Emilie, confuse, hésitait à répliquer; elle en sentait la difficulté. Son isolement, sa situation, ne lui laissaient pas un ami dont elle pût recevoir un conseil. Madame Chéron, sa seule parente, n'était occupée que de ses propres plaisirs, ou se trouvait tellement offensée de la répugnance d'Emilie à quitter la vallée, qu'elle semblait ne plus songer à elle.
–Ah! je le vois, dit Valancourt après un long silence; je vois que je me suis trop flatté. Vous me jugez indigne de votre estime. Fatal voyage! je le regardais comme la plus heureuse époque de ma vie: ces jours délicieux empoisonneront mon avenir.
Le désespoir se peignait dans tous ses traits. Emilie en fut attendrie.
–Vous ne savez pas, lui dit-il, quels tourments j'ai soufferts près de vous, lorsque sans doute, si vous m'honoriez d'une pensée, vous deviez me croire bien loin d'ici. Je n'ai cessé d'errer toutes les nuits autour de ce château, dans une obscurité profonde; il m'était délicieux de savoir que j'étais enfin près de vous. Je jouissais de l'idée que je veillais autour de votre retraite, et que vous goûtiez le sommeil: ces jardins ne me sont pas nouveaux.
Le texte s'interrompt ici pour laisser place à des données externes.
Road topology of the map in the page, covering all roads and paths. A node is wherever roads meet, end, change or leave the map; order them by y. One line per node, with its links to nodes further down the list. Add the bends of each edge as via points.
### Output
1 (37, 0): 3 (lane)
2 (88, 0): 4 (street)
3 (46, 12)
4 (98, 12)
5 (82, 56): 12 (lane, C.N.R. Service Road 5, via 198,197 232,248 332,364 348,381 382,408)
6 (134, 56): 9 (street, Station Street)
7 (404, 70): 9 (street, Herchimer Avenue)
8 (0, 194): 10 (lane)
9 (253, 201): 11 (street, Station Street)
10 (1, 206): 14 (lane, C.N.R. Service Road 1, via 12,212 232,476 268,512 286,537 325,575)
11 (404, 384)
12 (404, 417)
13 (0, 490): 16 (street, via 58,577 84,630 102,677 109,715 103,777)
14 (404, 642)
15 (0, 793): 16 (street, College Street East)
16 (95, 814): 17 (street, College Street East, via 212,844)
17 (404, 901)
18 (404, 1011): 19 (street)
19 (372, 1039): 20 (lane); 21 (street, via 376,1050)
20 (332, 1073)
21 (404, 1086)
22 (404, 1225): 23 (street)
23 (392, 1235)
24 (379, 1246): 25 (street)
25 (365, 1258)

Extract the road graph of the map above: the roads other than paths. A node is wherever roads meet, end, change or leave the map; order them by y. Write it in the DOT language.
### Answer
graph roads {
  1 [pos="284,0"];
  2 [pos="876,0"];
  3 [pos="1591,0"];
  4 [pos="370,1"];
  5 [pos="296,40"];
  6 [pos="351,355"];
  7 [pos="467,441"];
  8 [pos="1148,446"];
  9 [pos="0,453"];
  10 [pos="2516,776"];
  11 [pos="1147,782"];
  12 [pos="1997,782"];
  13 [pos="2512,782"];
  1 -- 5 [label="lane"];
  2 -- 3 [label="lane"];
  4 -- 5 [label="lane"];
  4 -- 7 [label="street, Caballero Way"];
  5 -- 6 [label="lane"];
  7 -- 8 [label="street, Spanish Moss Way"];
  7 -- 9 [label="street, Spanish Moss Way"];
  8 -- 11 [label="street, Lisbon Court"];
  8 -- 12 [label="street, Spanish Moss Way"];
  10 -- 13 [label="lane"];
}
Un soir j'avais franchi la haie, je passai une des heures les plus heureuses de ma vie, sous la fenêtre que je croyais la vôtre.
La conversation se prolongeait sans qu'ils songeassent à la fuite des instants. Valancourt, à la fin, parut se recueillir. Il faut que je parte, dit-il tristement, mais c'est avec l'espérance de vous revoir, et celle d'offrir mes respects à votre famille: que votre bouche me confirme cet espoir.—Mes parents se féliciteront toujours de connaître un ancien ami de mon père, dit Emilie. Valancourt lui baisa la main; il restait encore sans pouvoir s'éloigner; Emilie se taisait; ses yeux étaient baissés, et ceux de Valancourt demeuraient attachés sur elle. En ce moment, des pas précipités se firent entendre derrière le platane. Emilie, tournant doucement la tête, aperçut tout à coup madame Chéron: elle rougit, un tremblement subit s'empara d'elle; elle se leva pourtant pour aller au-devant de sa tante. Bonjour, ma nièce, dit madame Chéron en jetant un regard de surprise et de curiosité sur Valancourt, bonjour, ma nièce, comment vous portez-vous? Mais la question n'est pas nécessaire, et votre figure indique assez que vous avez déjà pris votre parti sur votre perte.
–Ma figure, en ce cas, me fait injure, madame; la perte que j'ai faite ne peut jamais se réparer.
–Bon, bon! je ne veux point vous chagriner. Vous me paraissez tout comme votre père… et certes il aurait été bien heureux pour lui, le pauvre homme, qu'il eût été d'un caractère différent!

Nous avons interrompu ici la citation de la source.